→ Action item
How do the lines below between the ones holding "index pip: (256, 140)" and "pinky dip: (316, 134)", inclusive, read? Give them again exactly, with no other lines.

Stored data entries
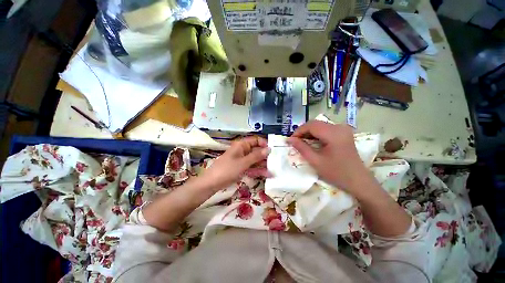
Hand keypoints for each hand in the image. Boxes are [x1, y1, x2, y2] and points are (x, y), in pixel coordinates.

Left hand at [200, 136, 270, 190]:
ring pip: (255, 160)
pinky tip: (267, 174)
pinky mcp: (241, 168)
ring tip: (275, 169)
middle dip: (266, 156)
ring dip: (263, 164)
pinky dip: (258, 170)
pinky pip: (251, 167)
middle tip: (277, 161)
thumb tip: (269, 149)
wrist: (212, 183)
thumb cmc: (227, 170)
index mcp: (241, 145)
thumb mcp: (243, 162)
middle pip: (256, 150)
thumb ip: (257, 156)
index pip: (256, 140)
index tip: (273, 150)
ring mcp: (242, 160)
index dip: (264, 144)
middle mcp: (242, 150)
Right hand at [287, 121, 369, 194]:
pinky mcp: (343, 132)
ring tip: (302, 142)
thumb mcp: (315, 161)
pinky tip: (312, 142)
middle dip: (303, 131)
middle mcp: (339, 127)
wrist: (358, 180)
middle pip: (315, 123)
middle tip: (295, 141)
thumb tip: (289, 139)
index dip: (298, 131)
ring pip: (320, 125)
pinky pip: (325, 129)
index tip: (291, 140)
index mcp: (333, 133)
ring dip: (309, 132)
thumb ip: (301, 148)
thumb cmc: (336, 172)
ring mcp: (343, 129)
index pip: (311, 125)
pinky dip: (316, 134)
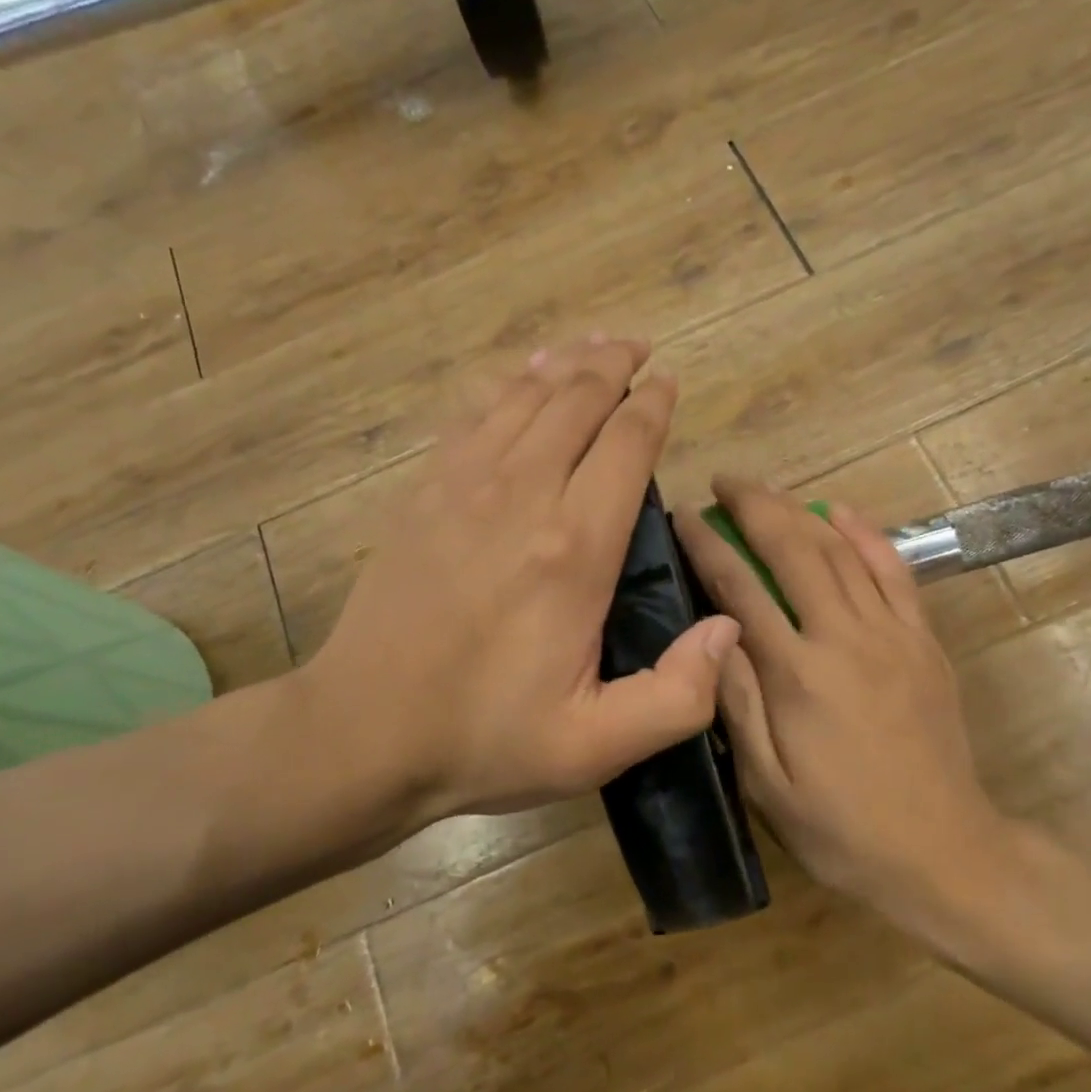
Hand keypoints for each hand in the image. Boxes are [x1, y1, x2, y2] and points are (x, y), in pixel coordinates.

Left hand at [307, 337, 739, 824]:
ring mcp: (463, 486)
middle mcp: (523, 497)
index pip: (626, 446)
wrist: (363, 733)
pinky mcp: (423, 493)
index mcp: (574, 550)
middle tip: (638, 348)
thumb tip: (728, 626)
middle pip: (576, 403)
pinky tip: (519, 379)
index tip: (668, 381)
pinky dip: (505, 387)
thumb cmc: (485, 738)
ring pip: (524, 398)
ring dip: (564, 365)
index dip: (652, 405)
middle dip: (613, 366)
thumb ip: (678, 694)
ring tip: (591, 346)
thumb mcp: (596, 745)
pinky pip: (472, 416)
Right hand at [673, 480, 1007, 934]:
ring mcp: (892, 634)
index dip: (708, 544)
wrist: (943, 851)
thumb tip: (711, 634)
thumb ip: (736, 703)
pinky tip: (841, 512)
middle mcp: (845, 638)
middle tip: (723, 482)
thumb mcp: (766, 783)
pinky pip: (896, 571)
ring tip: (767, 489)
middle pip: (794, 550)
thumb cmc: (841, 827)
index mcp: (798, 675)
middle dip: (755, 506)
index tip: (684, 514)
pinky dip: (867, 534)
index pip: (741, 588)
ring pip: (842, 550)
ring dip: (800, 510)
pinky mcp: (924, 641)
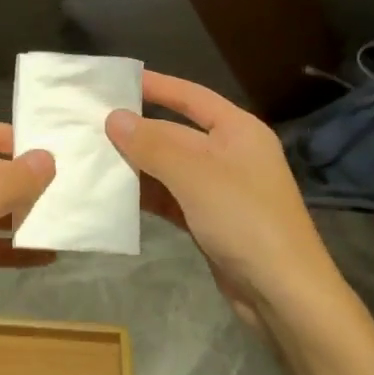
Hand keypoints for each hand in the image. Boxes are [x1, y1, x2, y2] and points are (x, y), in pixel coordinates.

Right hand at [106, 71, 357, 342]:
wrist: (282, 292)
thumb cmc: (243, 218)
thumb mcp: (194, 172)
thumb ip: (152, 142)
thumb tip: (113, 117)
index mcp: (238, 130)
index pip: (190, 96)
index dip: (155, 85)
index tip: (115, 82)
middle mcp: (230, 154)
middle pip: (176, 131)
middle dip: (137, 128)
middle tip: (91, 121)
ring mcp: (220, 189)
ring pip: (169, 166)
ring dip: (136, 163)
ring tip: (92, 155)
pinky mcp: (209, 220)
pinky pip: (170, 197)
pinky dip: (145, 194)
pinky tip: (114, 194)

→ Response to this exercise
index pip: (256, 140)
index tip: (273, 150)
ring mcp: (242, 160)
index dip: (264, 144)
middle mcp: (242, 150)
Right hand at [287, 121, 369, 194]:
pinky mcp: (343, 132)
ring tip: (302, 142)
thumb mcp: (315, 161)
pinky tip: (312, 142)
middle dip: (303, 131)
middle mcp: (339, 127)
wrist: (358, 180)
middle pip: (315, 123)
middle tip: (295, 141)
thumb tip: (289, 139)
index dip: (298, 131)
ring pip: (320, 125)
pinky pip: (325, 129)
index tip: (291, 140)
index mcp: (333, 133)
ring dip: (309, 132)
thumb ip: (301, 148)
thumb cmc: (336, 172)
ring mcp: (343, 129)
index pip: (311, 125)
pinky dip: (316, 134)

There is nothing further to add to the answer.